Fusion in the painting of Matthias Meyer
The experience of the world as transient, with change itself “the only real constant” since “everything is in flux”, is one shared by humankind throughout the ages. Even from a more or less conservative point of view one might hold, as Guiseppe Tomasi di Lampedusa wrote in The Leopard, that: “All things must change in order to stay the way they are.” Pictures, though, arrest the flow—they capture a reality as it is, but then very soon only was. They hold a reality that is being, making the tense of a picture that of the “motionless present”, warding off the past but also the future. In the face of death and impermanence, pictures (and especially portraits) have often been highly valued for their ability to preserve the people depicted in them in the thoughts and mind of the viewer. This was once and still is, at times, held up as an ideal for pictures and for art itself.

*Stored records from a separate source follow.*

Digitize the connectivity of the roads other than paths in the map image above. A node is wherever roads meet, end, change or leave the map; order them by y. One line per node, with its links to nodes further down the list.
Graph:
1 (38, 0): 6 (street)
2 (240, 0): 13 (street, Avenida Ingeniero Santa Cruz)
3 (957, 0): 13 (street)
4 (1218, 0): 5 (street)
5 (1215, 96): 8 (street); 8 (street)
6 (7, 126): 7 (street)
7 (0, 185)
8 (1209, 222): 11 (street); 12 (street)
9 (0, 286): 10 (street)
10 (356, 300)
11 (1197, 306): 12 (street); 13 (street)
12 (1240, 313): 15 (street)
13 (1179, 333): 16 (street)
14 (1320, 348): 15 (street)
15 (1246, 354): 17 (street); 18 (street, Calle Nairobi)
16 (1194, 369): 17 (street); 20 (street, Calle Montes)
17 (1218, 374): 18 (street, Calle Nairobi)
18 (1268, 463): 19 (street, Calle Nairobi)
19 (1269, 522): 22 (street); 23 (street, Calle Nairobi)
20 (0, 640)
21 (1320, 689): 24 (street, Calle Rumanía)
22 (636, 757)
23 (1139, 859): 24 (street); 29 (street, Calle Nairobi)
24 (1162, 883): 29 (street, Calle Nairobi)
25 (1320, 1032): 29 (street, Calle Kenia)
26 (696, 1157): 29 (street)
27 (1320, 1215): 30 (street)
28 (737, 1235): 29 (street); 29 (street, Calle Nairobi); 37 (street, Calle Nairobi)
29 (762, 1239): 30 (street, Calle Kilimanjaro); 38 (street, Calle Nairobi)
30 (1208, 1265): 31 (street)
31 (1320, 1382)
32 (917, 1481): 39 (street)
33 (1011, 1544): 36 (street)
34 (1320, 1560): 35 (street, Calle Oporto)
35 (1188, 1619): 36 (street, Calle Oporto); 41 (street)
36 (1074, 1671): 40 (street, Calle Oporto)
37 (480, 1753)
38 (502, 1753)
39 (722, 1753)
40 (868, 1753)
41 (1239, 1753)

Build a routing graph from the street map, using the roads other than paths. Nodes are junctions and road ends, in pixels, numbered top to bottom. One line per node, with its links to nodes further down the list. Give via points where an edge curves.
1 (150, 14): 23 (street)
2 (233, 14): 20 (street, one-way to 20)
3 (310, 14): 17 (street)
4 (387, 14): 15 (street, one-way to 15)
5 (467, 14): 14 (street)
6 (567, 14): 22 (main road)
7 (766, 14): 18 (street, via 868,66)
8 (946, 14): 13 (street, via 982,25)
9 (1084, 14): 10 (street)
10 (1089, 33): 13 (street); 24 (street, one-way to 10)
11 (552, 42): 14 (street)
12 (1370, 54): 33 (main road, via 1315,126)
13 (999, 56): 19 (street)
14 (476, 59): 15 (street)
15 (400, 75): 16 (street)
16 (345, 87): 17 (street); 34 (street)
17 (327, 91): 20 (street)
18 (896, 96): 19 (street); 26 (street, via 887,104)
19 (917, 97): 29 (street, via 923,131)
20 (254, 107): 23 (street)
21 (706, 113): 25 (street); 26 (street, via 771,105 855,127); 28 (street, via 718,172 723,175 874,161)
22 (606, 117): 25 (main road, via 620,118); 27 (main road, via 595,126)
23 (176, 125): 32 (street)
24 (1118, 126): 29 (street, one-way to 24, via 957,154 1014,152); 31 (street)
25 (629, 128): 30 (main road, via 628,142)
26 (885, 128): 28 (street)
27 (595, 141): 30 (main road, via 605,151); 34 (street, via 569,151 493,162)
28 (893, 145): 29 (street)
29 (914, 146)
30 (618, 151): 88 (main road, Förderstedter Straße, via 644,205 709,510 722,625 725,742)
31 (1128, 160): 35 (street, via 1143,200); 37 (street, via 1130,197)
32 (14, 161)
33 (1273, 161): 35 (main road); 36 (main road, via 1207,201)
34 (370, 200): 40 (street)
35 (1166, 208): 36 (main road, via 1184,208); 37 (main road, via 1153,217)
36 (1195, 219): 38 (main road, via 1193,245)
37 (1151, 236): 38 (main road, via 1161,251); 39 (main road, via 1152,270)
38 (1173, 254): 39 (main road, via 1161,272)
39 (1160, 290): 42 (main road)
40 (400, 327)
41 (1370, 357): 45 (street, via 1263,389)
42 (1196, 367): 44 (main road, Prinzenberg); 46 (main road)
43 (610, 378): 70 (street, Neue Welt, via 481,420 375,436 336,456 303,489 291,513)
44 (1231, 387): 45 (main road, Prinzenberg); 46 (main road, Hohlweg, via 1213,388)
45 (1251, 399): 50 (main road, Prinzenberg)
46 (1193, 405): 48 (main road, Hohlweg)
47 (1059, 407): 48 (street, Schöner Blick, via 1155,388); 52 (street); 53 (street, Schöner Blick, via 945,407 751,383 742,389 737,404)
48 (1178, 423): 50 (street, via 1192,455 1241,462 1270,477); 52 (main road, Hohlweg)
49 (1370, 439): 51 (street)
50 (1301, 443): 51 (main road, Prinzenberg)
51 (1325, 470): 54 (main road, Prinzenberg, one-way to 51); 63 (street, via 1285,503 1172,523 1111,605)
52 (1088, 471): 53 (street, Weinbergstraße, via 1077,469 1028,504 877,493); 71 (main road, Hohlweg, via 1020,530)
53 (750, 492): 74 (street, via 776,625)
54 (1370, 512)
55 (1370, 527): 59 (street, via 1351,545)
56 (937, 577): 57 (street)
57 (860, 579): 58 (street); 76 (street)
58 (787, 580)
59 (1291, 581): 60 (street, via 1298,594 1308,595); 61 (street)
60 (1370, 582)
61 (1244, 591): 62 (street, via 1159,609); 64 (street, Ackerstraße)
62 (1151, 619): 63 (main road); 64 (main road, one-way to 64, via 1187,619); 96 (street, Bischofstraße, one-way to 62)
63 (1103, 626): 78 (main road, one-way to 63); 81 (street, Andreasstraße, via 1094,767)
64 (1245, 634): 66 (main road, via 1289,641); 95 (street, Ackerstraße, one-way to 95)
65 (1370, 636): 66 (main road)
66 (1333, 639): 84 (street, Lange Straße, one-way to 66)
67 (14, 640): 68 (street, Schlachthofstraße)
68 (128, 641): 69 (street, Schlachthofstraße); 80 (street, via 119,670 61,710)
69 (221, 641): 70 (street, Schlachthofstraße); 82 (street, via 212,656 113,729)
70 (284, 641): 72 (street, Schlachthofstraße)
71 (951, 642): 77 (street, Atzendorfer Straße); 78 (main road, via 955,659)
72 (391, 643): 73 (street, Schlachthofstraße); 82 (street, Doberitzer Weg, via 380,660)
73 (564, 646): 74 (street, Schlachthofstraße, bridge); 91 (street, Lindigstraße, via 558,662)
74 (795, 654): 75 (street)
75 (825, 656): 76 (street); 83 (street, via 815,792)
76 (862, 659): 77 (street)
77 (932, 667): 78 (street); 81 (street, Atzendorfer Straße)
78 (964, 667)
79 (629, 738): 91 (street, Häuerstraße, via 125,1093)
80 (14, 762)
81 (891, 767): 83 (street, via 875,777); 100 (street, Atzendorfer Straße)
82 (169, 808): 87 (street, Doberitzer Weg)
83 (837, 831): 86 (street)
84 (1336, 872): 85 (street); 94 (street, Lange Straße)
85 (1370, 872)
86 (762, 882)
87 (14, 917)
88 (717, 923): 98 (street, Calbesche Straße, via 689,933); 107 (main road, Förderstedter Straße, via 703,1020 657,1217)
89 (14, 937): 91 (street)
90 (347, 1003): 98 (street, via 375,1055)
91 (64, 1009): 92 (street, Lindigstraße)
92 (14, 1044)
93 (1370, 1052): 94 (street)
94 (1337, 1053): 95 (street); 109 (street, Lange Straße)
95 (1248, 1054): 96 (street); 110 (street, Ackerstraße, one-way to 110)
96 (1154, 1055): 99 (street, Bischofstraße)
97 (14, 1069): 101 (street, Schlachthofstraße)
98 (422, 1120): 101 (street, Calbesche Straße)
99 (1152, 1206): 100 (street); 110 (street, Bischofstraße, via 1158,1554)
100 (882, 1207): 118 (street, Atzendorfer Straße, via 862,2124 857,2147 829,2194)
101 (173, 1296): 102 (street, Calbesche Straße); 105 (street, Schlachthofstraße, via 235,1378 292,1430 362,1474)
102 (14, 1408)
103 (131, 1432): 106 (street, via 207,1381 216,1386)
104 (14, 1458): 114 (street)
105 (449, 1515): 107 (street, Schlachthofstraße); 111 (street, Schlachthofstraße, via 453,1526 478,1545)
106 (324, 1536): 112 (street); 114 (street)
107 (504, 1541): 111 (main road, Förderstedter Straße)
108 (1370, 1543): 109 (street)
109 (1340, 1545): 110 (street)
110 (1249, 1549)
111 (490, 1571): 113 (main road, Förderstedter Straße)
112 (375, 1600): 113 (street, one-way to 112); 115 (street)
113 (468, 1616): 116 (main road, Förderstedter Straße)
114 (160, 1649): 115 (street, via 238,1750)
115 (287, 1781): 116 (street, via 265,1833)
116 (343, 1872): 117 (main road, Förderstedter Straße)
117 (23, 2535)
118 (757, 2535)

But ideals change, too. That pictures which depict the fleeting, the impermanent, the non-eternal no longer cause an uproar is explained in part by the modern times we live in and the modern period in art and thinking. In modernism, times are always new, and the sign of this age is the rush of velocity. Quick progress is the goal. The first to represent this particularly modern aspect of life in pictures were the impressionists. They dissolved their paintings into broken brushstrokes and flecks of paint that reflected the ever-changing play of light, breaking from the tradition of striving for a smooth and controlled surface in painting. They were among the first to depict the metropolis as a wonder of technical ingenuity (with its steam locomotives and taut bridges of steel) yet also the isolation of the modern individual. In those days, toward the end of the 19th century, the modern period was still young.
By now modernism has aged. Matthias Meyer is a young painter taking a fresh look at modernist subjects: the metropolis, the engineering wonders, and the people who live with them. He uses colors that are characterized by strong contrasts of light and dark, pastel-like, and reminiscent of French color schemes—light pink, blue, violet, petrol—with numerous finely nuanced sand and brown tones. Like the impressionists, Meyer also declines to depict the hard and fast surfaces of the material world. His paintings show us a world that is more fluid, even rippling, as if on some magical screen on the surface of an undulating pool. There is a pervasive sense of peacefulness and at the same time an inexplicable unrest, as if in a strange dream. This quiet restlessness is reflected in the techniques the artist uses: he allows his thinned paints to run down the canvas, giving the impression more of ink than of oil. In his work, the running paint is not a dislocated motif that happens to have found its way into his style, but is rather the very fabric of his images. While working he turns the canvas at 90° angles, so that the paint drips and runs in lines parallel to both the horizontal and vertical borders of the painting. Like fine strands of roots, the rivulets cling to the two dimensions of the painting’s surface, as if this instance of reality had to be anchored and sustained. Intersecting in places, they reflect the buildings and structures that so often figure in Meyer’s work, by repeating the basic coordinates of built space and the grid work of modern window facades, though stopping short of the statically fixed order of architecture. The longing for tangibility remains unfulfilled. In more thickly layered patches of oil, reality appears blurred and sideswiped, captured only with effort, almost slipping from and barely held in a tenuous grasp. The pace of modern life has accelerated, and one must look at things calmly in order to recognize the risk of being consumed by a future which is ever less likely to come about. It is the young among us who sense that the old dream of the modern remains. What happens when our images begin to slip and slide away from us? The paintings of Matthias Meyer make it clear that we need the eyes of our artists now more than ever.